Mr. Wexler was the last living partner in the landmark record label Atlantic Records.

The label's founder, Ahmet Ertegun, who died at age 83 in 2006, brought Mr. Wexler to the Atlantic in 1953, where the two produced records together through the'’50s by artists such as the Drifters, Clyde McPhatter, LaVern Baker, Big Joe Turner, Ray Charles and others, helping to define the emerging sound of rock 'n' roll.

"The godfather of R&B creators has stepped behind the curtain and disappeared," singer Solomon Burke said in a telephone interview.

Mr. Wexler, who would go on to produce important records by Bob Dylan, Dusty Springfield, Willie Nelson, Wilson Pickett and others, worked with Ertegun in his first days at Atlantic producing 'Mama He Treats Your Daughter Mean' by Ruth Brown, a hit that helped the young label survive.

Mr.
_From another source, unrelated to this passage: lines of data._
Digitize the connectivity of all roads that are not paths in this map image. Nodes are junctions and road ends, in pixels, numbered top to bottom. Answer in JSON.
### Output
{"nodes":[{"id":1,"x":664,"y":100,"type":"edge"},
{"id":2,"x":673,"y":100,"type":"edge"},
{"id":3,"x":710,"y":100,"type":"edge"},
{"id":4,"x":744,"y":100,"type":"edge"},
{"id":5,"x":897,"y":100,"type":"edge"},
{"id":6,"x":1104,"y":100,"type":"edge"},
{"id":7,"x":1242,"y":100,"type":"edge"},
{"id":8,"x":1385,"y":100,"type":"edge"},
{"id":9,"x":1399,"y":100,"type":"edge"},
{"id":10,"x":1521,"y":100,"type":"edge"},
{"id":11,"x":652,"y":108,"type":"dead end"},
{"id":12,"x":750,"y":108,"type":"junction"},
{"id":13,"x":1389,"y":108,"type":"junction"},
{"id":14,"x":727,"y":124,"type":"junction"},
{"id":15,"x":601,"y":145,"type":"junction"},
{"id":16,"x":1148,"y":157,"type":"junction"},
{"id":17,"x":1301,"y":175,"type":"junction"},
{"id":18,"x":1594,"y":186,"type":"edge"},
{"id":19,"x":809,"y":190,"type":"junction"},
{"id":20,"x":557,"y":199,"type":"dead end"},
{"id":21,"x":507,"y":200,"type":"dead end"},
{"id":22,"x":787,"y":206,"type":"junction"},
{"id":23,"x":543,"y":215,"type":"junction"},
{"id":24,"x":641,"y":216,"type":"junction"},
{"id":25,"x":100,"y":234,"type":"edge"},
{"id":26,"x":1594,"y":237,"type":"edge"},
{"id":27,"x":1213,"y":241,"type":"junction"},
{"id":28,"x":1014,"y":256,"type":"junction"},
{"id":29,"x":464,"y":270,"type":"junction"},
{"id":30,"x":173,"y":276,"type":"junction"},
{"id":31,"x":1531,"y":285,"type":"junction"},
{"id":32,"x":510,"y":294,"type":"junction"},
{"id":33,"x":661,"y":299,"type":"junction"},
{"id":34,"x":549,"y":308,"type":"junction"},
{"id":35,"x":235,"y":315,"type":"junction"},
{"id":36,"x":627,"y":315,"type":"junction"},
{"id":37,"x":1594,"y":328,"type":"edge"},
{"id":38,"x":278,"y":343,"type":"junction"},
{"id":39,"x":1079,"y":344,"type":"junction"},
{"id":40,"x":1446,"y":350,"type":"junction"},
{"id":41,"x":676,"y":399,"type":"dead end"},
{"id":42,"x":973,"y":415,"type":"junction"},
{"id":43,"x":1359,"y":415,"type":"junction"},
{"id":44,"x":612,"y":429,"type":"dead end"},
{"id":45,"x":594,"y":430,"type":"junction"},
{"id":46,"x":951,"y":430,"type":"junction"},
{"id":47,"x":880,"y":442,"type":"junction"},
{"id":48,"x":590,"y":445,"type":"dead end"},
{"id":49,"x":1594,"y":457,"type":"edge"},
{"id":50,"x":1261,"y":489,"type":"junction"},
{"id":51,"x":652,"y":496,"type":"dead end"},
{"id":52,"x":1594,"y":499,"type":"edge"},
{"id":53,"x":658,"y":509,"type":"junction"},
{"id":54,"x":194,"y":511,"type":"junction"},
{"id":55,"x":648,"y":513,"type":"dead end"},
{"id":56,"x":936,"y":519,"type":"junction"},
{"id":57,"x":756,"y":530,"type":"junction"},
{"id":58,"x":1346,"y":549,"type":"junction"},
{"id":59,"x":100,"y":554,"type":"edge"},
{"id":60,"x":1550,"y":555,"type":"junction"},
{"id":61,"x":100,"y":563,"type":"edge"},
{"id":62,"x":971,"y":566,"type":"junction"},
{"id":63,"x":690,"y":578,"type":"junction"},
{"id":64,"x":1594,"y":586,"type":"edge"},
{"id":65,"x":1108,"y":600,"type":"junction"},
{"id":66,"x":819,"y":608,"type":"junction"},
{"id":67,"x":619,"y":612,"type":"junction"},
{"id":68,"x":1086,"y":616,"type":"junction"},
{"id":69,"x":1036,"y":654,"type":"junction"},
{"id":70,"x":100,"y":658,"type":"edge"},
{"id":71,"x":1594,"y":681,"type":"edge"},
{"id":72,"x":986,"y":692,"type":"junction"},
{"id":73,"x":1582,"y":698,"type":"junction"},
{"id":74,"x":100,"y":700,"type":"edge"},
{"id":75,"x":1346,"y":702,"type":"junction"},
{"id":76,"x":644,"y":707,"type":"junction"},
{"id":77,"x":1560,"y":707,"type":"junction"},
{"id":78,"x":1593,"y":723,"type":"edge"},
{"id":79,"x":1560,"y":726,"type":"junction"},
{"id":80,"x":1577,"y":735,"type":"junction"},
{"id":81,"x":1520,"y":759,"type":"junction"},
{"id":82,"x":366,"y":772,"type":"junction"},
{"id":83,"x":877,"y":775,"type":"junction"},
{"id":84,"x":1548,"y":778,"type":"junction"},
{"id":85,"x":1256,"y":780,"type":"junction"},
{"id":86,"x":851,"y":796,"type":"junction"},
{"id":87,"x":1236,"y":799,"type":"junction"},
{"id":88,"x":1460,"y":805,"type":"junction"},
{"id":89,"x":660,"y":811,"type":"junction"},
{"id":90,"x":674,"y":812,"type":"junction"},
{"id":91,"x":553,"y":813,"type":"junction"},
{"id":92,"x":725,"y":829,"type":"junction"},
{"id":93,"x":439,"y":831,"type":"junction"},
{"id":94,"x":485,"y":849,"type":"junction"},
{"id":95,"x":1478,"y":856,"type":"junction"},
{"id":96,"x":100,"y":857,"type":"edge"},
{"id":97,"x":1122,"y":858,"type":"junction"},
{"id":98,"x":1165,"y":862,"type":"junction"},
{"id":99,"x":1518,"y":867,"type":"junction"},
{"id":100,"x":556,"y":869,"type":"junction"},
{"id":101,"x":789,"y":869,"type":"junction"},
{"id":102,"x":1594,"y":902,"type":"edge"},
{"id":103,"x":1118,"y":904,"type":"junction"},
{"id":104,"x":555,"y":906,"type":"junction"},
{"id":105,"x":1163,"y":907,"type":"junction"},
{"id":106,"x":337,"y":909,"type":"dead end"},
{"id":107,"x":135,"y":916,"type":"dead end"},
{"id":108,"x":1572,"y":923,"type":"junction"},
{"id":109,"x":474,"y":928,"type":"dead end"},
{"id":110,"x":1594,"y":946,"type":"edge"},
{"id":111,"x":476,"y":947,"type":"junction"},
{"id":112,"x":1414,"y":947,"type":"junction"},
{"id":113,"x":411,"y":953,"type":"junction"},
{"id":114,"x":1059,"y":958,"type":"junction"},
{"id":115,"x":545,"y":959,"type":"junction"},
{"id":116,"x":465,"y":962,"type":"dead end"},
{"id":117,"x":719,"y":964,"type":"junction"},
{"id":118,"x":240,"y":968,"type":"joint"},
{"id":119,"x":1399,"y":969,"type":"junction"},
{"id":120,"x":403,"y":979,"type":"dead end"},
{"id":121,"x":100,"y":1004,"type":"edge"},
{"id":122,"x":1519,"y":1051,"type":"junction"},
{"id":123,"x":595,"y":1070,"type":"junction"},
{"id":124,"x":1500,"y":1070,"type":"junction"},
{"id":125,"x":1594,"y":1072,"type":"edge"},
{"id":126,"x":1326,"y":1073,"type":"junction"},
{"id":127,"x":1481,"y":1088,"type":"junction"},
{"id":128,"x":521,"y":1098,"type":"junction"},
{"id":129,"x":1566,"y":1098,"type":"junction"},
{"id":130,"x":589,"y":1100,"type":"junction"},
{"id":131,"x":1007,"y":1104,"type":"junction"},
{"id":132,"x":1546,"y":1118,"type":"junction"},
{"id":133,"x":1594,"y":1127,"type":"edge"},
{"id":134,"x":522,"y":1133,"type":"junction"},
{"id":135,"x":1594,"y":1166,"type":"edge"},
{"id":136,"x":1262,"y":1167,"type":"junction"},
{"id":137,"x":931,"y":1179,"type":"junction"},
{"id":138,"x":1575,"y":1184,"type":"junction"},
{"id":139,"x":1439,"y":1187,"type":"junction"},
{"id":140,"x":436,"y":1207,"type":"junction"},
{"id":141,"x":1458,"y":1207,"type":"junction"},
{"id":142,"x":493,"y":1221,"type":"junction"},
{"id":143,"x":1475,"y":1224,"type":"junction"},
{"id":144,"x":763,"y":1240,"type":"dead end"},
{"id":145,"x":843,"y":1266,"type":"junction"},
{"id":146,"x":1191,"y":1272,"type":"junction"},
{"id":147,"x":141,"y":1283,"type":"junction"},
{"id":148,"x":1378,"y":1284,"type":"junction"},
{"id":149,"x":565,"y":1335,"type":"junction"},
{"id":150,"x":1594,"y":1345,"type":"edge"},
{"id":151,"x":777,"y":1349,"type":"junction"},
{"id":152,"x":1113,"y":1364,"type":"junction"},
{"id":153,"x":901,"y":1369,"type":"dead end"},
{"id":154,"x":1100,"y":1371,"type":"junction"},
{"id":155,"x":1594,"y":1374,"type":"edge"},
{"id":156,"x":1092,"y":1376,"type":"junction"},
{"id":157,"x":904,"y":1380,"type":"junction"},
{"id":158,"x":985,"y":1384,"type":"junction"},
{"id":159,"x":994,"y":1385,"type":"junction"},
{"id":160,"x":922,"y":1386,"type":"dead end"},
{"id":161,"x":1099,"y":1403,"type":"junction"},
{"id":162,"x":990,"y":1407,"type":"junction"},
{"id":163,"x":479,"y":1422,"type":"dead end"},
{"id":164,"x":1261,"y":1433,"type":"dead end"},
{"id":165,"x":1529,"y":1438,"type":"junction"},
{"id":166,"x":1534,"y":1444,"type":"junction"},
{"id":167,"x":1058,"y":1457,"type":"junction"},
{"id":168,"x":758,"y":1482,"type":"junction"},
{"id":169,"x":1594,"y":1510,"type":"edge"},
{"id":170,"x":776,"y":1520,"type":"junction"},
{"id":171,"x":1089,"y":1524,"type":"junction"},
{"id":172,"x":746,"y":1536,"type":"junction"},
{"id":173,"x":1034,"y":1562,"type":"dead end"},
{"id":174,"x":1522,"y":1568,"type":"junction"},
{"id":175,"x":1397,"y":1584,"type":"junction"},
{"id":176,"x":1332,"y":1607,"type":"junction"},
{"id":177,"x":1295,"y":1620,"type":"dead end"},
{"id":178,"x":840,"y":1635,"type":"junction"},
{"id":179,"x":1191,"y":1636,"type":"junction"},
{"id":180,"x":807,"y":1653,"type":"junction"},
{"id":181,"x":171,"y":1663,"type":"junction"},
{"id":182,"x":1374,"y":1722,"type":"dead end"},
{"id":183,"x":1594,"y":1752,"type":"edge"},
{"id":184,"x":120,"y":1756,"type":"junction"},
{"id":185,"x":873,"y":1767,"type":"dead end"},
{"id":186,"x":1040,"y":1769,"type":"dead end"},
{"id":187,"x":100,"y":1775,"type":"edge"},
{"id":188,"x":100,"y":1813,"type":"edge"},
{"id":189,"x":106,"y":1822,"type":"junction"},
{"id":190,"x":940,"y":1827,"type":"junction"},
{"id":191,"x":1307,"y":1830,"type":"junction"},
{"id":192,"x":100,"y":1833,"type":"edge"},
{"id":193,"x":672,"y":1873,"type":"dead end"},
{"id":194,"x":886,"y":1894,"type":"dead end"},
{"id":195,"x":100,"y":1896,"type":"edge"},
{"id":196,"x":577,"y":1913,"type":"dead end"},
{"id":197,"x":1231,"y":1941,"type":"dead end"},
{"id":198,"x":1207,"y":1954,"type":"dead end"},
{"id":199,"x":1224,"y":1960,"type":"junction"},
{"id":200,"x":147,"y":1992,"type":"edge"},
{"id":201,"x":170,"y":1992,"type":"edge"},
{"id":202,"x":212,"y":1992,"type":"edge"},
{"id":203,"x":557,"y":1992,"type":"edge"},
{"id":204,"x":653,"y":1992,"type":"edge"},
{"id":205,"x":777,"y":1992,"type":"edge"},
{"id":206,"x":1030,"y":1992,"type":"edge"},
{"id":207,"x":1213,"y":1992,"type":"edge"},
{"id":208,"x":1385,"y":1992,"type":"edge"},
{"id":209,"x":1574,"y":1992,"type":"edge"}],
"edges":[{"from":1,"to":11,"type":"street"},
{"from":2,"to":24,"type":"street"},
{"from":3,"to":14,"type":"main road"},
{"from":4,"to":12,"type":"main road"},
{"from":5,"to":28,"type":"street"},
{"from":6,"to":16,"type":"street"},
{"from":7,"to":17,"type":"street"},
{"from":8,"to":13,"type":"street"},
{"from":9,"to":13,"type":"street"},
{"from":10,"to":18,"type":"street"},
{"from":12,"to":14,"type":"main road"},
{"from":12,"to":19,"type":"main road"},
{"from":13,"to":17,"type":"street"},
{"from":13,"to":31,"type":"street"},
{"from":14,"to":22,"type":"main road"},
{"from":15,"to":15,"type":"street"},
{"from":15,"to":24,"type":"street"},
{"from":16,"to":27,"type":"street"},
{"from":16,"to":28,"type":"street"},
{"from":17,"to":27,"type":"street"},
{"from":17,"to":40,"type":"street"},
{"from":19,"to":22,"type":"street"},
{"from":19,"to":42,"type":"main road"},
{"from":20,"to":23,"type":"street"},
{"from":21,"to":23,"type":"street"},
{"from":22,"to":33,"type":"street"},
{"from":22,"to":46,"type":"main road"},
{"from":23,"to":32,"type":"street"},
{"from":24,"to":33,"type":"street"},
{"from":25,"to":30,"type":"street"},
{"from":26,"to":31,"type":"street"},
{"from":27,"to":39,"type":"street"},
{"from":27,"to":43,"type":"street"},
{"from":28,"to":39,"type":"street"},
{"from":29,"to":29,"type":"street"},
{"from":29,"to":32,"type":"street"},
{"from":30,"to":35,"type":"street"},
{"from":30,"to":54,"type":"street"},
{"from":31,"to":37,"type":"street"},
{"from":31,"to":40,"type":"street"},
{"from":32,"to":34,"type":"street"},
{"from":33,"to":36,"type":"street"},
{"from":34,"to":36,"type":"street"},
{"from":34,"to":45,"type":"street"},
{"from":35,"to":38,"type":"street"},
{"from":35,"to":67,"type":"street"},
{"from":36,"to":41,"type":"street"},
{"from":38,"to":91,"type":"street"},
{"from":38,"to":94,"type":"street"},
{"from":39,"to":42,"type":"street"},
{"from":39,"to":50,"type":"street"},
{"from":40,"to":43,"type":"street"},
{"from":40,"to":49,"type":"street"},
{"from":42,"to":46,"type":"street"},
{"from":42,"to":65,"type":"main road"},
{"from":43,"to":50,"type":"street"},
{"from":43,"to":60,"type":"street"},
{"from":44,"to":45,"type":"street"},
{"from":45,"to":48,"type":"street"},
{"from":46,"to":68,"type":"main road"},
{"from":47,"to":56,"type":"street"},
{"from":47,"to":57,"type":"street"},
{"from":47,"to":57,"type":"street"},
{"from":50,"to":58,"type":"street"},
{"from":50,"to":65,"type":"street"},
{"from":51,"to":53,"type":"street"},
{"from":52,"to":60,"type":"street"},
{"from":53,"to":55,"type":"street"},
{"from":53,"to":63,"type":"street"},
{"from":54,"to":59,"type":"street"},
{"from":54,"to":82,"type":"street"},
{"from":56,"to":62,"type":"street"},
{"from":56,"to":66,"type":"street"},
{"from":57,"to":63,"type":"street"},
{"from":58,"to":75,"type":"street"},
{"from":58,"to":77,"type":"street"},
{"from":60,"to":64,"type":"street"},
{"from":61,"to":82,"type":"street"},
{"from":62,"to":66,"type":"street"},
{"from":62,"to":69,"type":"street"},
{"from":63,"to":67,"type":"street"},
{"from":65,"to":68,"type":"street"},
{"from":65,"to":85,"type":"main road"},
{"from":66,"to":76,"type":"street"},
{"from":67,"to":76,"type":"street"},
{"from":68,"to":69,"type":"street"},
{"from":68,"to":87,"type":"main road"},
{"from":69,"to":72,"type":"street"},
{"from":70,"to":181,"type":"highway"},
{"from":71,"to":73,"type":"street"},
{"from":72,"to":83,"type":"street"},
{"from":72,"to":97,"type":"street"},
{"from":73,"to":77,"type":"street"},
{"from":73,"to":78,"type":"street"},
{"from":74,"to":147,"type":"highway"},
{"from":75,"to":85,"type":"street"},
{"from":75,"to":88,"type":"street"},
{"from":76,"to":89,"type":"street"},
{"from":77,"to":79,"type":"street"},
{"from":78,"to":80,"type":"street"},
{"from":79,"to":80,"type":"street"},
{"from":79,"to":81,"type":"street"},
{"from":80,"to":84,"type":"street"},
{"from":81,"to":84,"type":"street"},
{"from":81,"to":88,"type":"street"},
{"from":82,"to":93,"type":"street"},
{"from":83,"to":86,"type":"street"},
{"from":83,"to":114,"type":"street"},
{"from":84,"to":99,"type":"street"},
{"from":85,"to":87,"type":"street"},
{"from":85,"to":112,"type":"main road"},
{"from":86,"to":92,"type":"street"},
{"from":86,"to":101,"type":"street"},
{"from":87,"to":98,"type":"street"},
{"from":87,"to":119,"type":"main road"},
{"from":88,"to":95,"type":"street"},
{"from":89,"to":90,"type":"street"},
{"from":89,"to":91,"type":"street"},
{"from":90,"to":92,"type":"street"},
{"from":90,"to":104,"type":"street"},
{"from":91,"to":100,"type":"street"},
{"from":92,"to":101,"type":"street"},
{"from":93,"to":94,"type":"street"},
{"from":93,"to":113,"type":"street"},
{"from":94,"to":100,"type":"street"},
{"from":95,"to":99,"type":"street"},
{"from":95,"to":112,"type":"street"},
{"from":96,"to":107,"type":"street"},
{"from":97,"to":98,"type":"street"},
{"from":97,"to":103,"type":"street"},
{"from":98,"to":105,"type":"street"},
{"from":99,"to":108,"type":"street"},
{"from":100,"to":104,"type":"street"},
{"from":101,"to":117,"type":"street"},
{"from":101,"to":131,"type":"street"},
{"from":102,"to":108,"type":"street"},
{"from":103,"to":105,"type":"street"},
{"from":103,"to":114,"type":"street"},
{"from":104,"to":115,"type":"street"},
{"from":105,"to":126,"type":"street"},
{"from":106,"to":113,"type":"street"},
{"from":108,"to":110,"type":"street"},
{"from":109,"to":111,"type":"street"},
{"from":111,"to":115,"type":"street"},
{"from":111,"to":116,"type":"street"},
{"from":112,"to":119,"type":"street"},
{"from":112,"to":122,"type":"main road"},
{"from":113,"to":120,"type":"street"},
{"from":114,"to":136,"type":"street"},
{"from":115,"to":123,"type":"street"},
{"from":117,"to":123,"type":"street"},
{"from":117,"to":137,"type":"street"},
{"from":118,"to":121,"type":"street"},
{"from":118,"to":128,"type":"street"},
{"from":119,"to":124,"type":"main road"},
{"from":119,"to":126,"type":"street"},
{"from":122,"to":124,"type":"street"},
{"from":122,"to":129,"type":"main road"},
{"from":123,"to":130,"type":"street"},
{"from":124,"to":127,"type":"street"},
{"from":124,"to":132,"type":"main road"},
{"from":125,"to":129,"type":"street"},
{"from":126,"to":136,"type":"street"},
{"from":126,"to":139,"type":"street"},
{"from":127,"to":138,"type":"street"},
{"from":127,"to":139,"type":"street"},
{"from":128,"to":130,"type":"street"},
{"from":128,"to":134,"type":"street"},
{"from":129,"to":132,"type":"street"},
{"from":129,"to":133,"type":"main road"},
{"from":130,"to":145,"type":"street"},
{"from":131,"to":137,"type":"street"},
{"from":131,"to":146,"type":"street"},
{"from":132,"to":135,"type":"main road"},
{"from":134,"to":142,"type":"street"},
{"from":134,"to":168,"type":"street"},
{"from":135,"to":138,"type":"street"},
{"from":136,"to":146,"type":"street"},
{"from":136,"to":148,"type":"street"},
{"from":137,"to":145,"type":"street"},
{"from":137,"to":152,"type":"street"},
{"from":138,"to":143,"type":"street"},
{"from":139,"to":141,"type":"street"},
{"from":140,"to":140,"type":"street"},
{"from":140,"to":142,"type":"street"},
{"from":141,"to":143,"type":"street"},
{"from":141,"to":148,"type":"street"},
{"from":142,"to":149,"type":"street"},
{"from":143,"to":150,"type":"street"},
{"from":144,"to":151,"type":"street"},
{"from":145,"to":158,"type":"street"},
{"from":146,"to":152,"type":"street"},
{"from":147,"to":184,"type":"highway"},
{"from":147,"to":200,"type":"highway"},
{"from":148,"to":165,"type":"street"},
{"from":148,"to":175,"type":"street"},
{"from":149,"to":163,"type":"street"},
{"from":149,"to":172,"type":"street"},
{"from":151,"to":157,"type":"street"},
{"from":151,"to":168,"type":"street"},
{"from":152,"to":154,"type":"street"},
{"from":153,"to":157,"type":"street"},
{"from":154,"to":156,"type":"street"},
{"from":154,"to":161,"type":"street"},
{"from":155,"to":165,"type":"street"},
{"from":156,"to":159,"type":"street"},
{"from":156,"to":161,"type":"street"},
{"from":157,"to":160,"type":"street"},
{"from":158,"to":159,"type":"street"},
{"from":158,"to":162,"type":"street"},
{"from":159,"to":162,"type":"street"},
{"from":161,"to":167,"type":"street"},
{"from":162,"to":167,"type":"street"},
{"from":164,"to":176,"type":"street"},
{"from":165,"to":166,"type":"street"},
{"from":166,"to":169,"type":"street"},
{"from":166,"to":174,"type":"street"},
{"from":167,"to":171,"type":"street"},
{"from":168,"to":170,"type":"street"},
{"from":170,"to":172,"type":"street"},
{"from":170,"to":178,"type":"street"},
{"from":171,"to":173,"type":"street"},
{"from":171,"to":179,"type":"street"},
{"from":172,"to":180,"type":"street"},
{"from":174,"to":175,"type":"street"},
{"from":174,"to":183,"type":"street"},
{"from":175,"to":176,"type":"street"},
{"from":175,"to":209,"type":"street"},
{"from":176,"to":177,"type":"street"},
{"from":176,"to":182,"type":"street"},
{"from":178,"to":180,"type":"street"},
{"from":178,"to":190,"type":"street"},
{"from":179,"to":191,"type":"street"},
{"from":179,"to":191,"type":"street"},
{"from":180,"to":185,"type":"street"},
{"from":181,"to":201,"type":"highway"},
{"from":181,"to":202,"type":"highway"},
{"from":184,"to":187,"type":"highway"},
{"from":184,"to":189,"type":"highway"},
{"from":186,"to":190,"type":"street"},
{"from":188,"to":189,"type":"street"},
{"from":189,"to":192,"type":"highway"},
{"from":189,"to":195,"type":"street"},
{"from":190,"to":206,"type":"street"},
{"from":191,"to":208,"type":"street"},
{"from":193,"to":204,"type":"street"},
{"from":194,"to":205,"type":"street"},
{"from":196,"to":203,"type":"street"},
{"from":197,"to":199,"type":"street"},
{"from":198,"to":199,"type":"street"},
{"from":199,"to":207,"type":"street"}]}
Wexler even gave the music its name.

As an editor at the trade magazine Billboard, he changed the name of the charts in 1949 from "Race Records" to "Rhythm and Blues."

His work with Franklin, whom he signed to Atlantic in 1967, helped usher in the era of soul music.

Born in 1917 in New York's Washington Heights, Mr. Wexler served in the Navy during the Second World War and attended Kansas State University.

His first two marriages ended in divorce. He is survived by his wife, Jean Arnold, his son, who lives in Highbridge, N.J., and a daughter, Lisa Wexler of Kingston, N.Y.

In the 2000 documentary about his career, 'Immaculate Funk,' Wexler was asked what he wanted written on his tombstone. "Two words," said the famously atheistic Wexler, "More bass."